Due to the low incidence of malignant tumors in the trachea, research on the doseresponse relationship of radiotherapy is limited. It is common to administer a dose of 54 Gy for tracheal tumors, which can be increased up to 60 Gy with the use of intensity-modulated radiotherapy (IMRT). Mornex et al. suggested that the dose of radiotherapy is a prognostic factor for primary tracheal tumors. The 5-year survival rate of patients who received > 56 Gy of radiotherapy was 12%, while that of patients who received low-dose radiotherapy dropped to 5% (Mornex et al. 1998). Levy et al. performed a retrospective analysis of 31 cases of tracheal adenoid cystic carcinoma that were treated at their center from 1984 to 2014. They found that whether the radiotherapy dose exceeded 60 Gy was an independent prognostic factor for progression-free survival (Levy et al. 2018). Similar findings were reported by Licht et al., showing that tracheal malignancies treated with a radiation dose over 60 Gy had a 2-year survival rate superior to that of patients receiving less than 40 Gy (Licht et al. 2001). High-dose radiotherapy may increase local tumor control rates and survival time. However, it also increases the risk of complications, such as tracheobronchial fistulas, airway stenosis, and tracheal necrosis (Alraiyes et al. 2013; Kelsey et al. 2006; Miller et al. 2005). With the advancement of radiotherapy techniques, complications after high-dose radiotherapy can be minimized. However, there is currently a lack of randomized trials on curative radiotherapy for primary tracheal tumors, and the optimal dose and fractionation of radiotherapy remain uncertain.

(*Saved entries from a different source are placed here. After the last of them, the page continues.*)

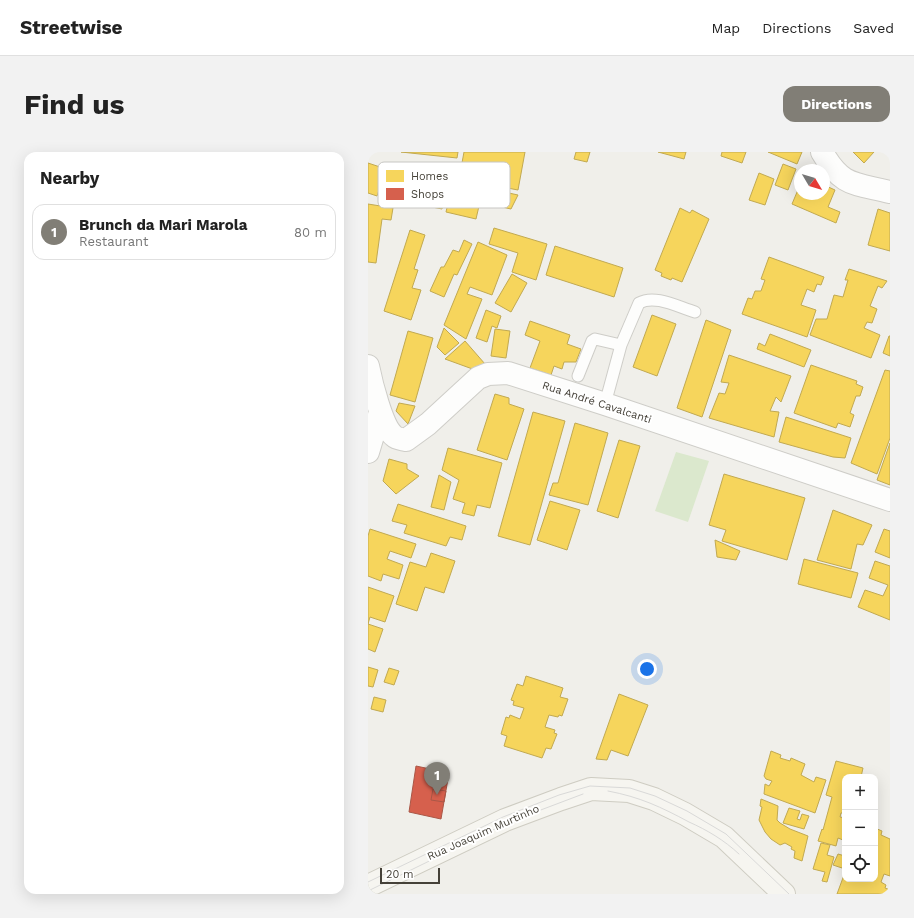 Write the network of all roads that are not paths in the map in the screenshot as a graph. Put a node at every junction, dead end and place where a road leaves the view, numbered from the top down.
1 (822, 152) edge
2 (890, 192) edge
3 (695, 312) dead end
4 (621, 345) junction
5 (368, 366) edge
6 (578, 376) dead end
7 (605, 404) junction
8 (380, 412) junction
9 (368, 452) edge
10 (890, 500) edge
11 (368, 886) edge
12 (784, 894) edge

1 - 2 street
3 - 4 lane
4 - 6 lane
4 - 7 lane
5 - 8 street, Rua André Cavalcanti
7 - 8 street, Rua André Cavalcanti
7 - 10 street, Rua André Cavalcanti
8 - 9 street
11 - 12 street, Rua Joaquim Murtinho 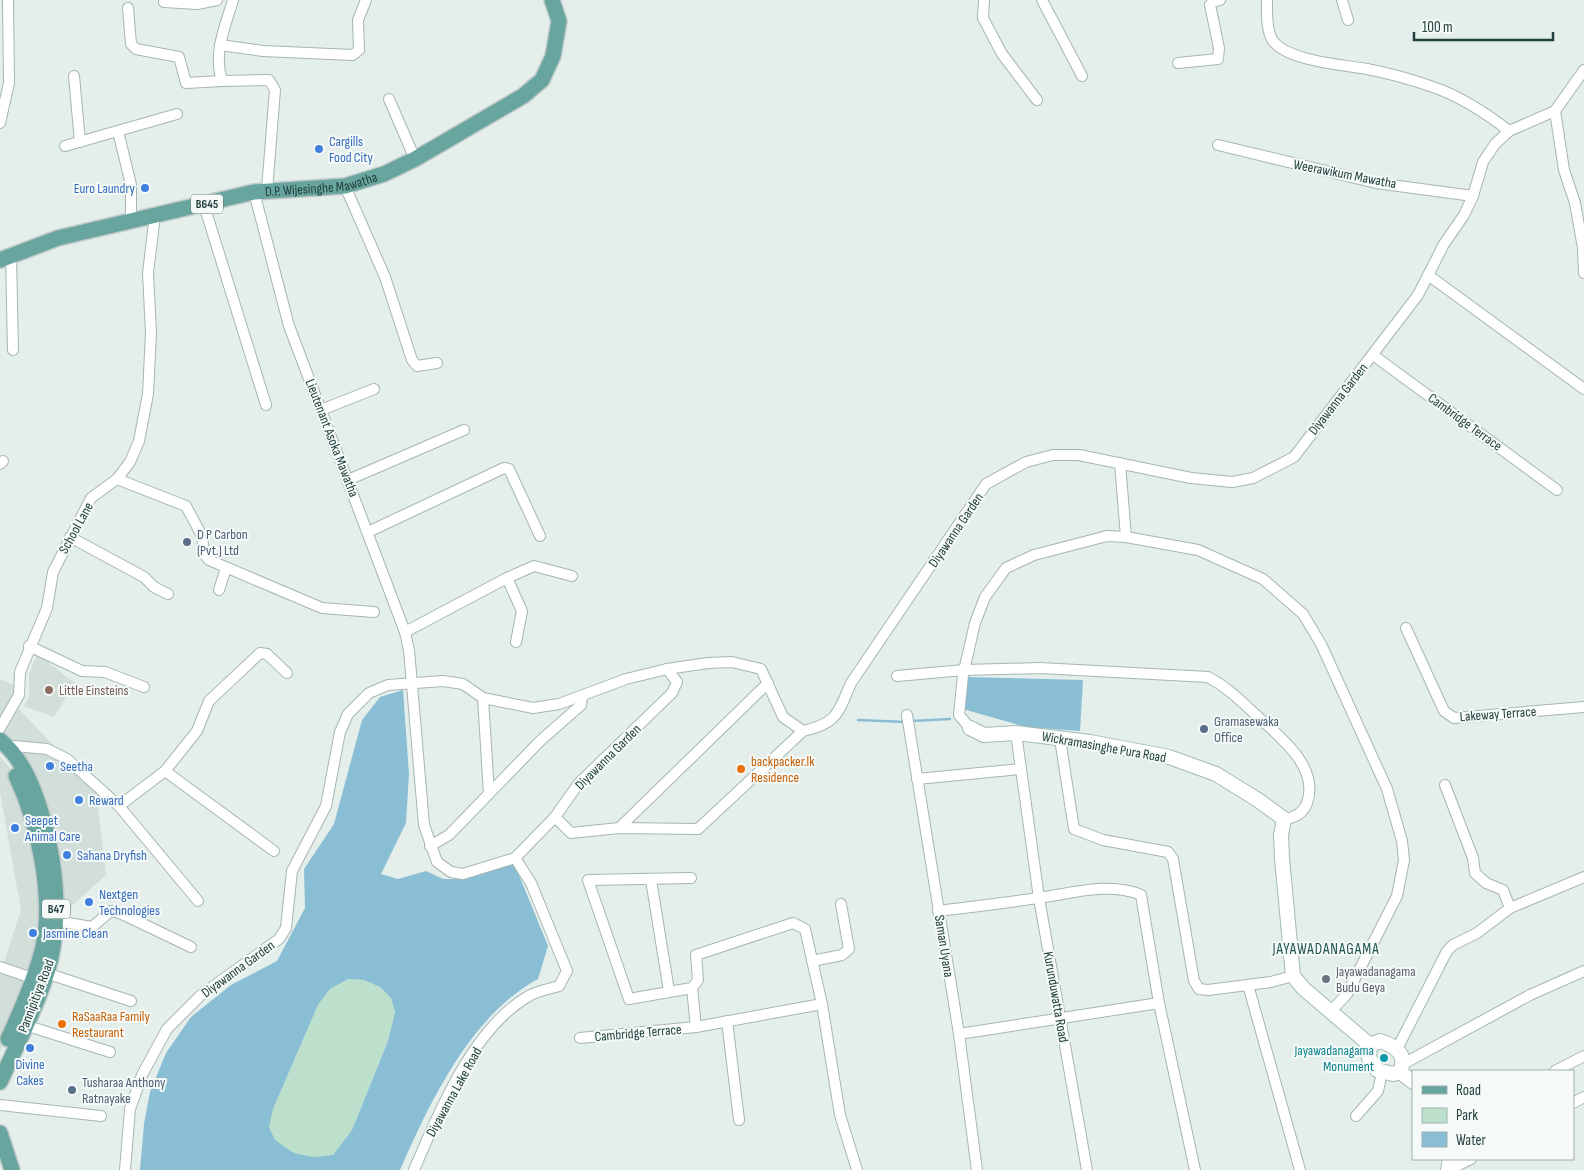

This analysis has several limitations that should be considered. Firstly, retrospective studies and population-based studies have inherent limitations that could affect the reliability and validity of the results. Secondly, the sample size of patients with malignant tumors of the trachea (N = 360) is relatively small, which could have contributed to potential errors in the analysis. Thirdly, there are numerous factors, including tumor size and systemic treatments, that could not be taken into account due to the limitations of the SEER registry. Finally, while race does not seem to impact the prognosis of patients with malignant tumors of the trachea, it is important to note that the majority of study participants were white, so the generalizability of these models to other ethnic groups is uncertain and necessitates further investigation.

Our study has found that surgery, marital status, disease extension, pathology, and age are all independent risk factors for patients diagnosed with tracheal malignant tumors. For patients who did not undergo surgery, radiotherapy and disease extension were identified as independent prognostic factors. The development of nomograms as an intuitive graphic tool can facilitate the quantitative evaluation of risk and prognosis, and guide clinical decision-making in cases of tracheal malignant tumors.